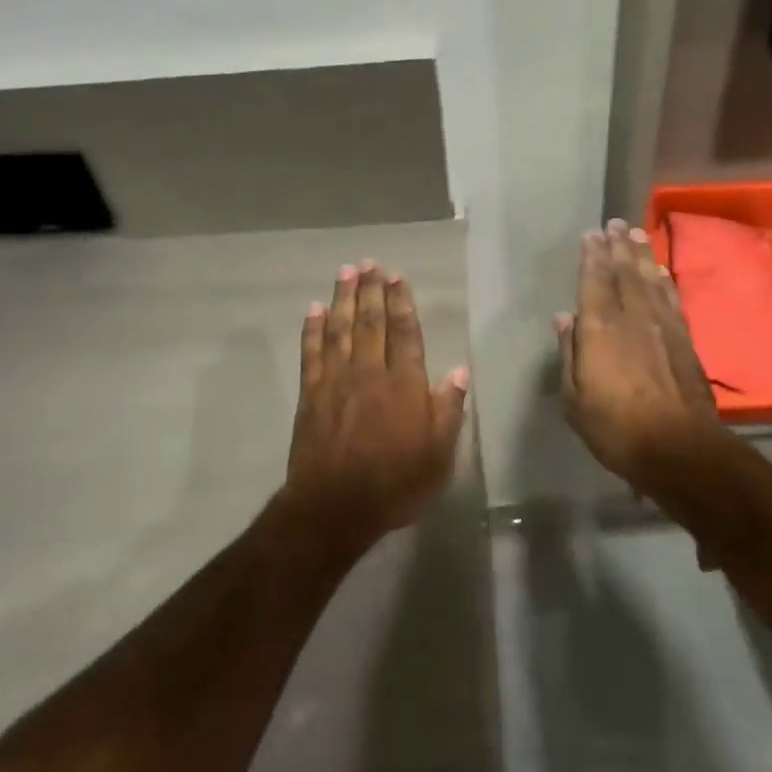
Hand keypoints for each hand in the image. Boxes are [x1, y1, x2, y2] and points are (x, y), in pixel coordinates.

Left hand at [285, 260, 467, 546]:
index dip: (401, 302)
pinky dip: (313, 329)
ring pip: (341, 329)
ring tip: (346, 271)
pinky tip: (313, 310)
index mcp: (405, 384)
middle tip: (369, 263)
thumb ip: (448, 410)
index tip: (397, 276)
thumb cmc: (395, 484)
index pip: (405, 333)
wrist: (334, 508)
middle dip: (371, 290)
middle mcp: (370, 373)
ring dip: (343, 298)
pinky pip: (312, 353)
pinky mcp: (311, 395)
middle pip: (371, 322)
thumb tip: (460, 371)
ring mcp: (336, 381)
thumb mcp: (438, 455)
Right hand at [556, 219, 720, 486]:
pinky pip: (672, 299)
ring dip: (643, 255)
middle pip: (625, 273)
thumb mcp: (574, 399)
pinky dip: (665, 280)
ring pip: (650, 280)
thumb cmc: (615, 428)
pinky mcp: (685, 339)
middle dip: (619, 246)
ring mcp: (662, 326)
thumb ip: (569, 354)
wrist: (678, 447)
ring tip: (637, 235)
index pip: (594, 281)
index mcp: (600, 329)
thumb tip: (564, 318)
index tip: (592, 234)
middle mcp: (632, 317)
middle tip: (616, 223)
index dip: (593, 256)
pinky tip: (662, 271)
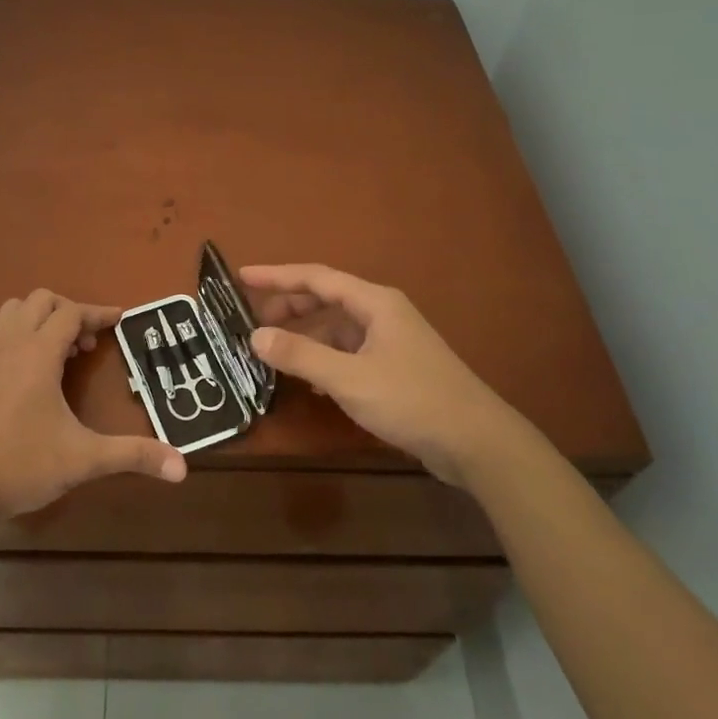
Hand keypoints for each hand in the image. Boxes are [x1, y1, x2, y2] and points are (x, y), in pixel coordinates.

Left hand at [0, 290, 187, 526]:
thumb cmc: (22, 466)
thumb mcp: (84, 459)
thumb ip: (132, 455)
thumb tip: (182, 467)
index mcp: (37, 354)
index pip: (71, 313)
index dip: (98, 313)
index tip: (121, 319)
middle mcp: (9, 346)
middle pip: (40, 301)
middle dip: (69, 312)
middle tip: (89, 345)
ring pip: (13, 312)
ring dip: (40, 319)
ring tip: (61, 354)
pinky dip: (21, 337)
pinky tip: (32, 377)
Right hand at [241, 264, 524, 486]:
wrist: (476, 442)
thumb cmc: (411, 400)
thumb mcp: (349, 378)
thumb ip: (300, 355)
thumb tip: (255, 336)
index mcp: (374, 302)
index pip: (316, 277)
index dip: (276, 276)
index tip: (241, 278)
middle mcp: (382, 313)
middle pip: (325, 300)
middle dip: (288, 309)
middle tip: (251, 324)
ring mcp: (390, 341)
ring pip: (336, 330)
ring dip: (305, 338)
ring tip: (273, 355)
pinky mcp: (394, 369)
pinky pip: (348, 354)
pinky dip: (324, 361)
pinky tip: (309, 382)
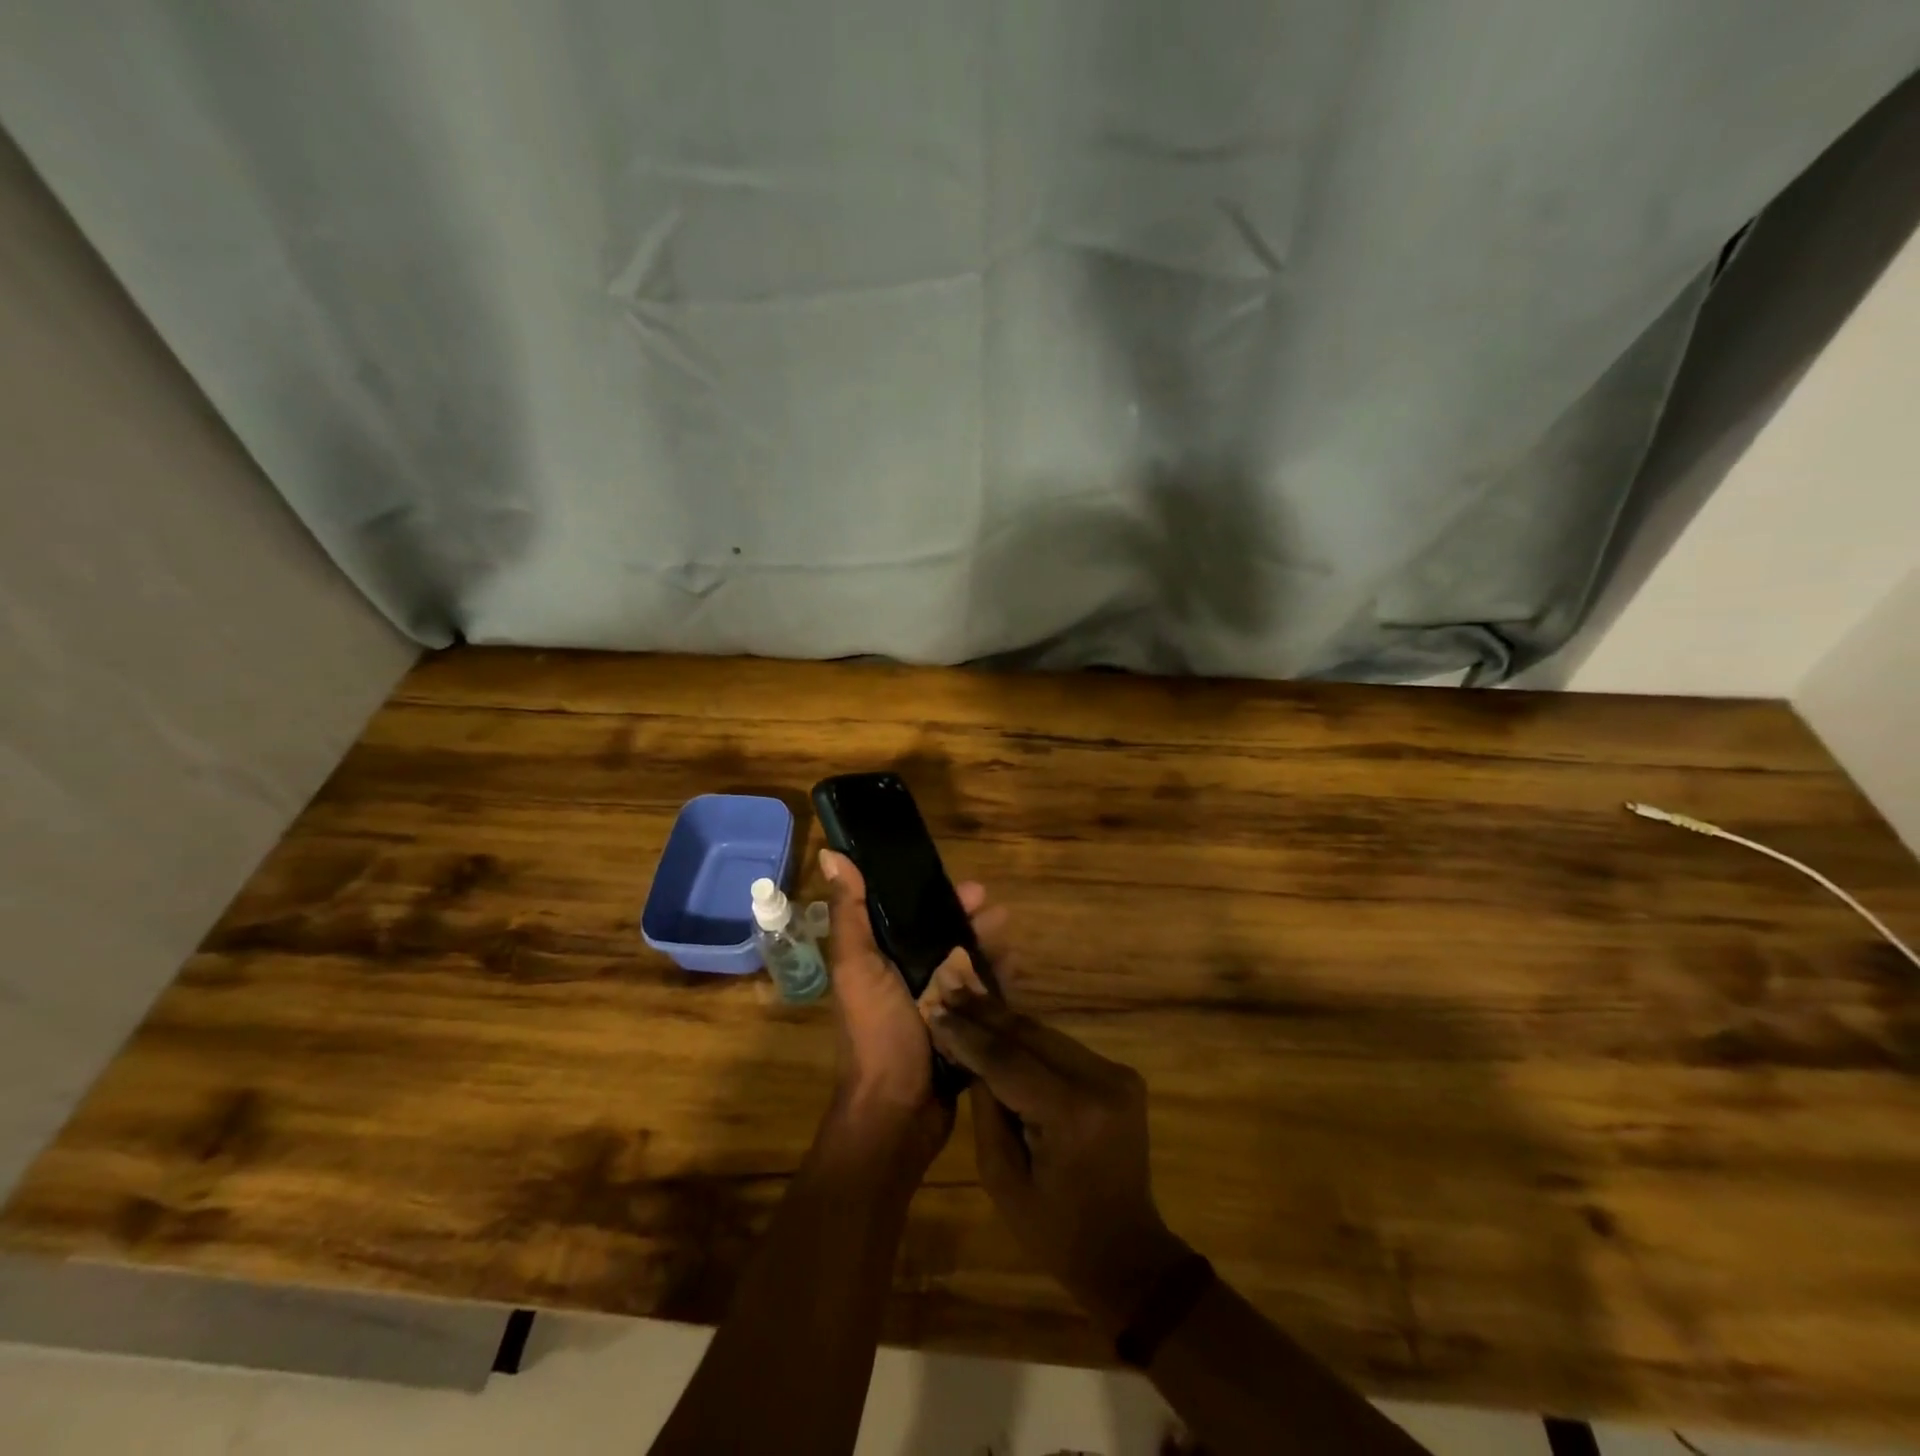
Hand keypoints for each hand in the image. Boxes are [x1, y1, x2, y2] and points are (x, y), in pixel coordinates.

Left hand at [816, 849, 1001, 1169]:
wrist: (897, 1113)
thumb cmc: (876, 1033)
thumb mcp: (857, 968)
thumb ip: (850, 913)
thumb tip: (830, 852)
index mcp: (879, 959)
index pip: (909, 915)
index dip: (936, 897)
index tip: (967, 887)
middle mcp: (906, 977)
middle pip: (944, 937)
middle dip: (970, 921)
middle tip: (997, 912)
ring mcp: (935, 1006)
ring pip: (966, 965)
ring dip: (988, 948)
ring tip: (1009, 939)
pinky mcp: (958, 1030)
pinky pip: (980, 998)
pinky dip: (996, 981)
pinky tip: (1015, 970)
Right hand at [930, 989, 1192, 1335]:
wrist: (1127, 1252)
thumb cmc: (1056, 1231)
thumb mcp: (1003, 1180)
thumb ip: (986, 1109)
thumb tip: (970, 1054)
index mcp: (1071, 1114)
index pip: (1008, 1060)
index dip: (968, 1035)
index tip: (935, 1012)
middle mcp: (1100, 1081)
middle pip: (1031, 1035)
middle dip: (985, 1014)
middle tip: (948, 991)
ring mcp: (1117, 1074)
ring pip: (1047, 1035)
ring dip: (1006, 1022)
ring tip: (967, 1001)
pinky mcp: (1121, 1075)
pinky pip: (1064, 1049)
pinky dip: (1030, 1040)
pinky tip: (1000, 1028)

● ● ● ● ●

* _WHAT IS EXPECTED_: Please write out only the lines from the one containing "pinky mcp: (958, 1030)" to the end of the records above, exactly, both ends included.

* _EXERCISE RESULT_:
pinky mcp: (958, 1030)
pinky pip: (980, 998)
pinky dip: (996, 981)
pinky tip: (1015, 970)
Right hand at [930, 989, 1192, 1335]:
wrist: (1127, 1252)
thumb cmc: (1056, 1231)
thumb mcp: (1003, 1180)
thumb ip: (986, 1109)
thumb tip: (970, 1054)
index mcp: (1071, 1114)
index pip: (1008, 1060)
index dip: (968, 1035)
index tip: (935, 1012)
middle mcp: (1100, 1081)
middle pip: (1031, 1035)
middle dip: (985, 1014)
middle tip: (948, 991)
ring mcp: (1117, 1074)
ring pip: (1047, 1035)
ring dip: (1006, 1022)
ring tip: (967, 1001)
pinky mcp: (1121, 1075)
pinky pip: (1064, 1049)
pinky dip: (1030, 1040)
pinky tip: (1000, 1028)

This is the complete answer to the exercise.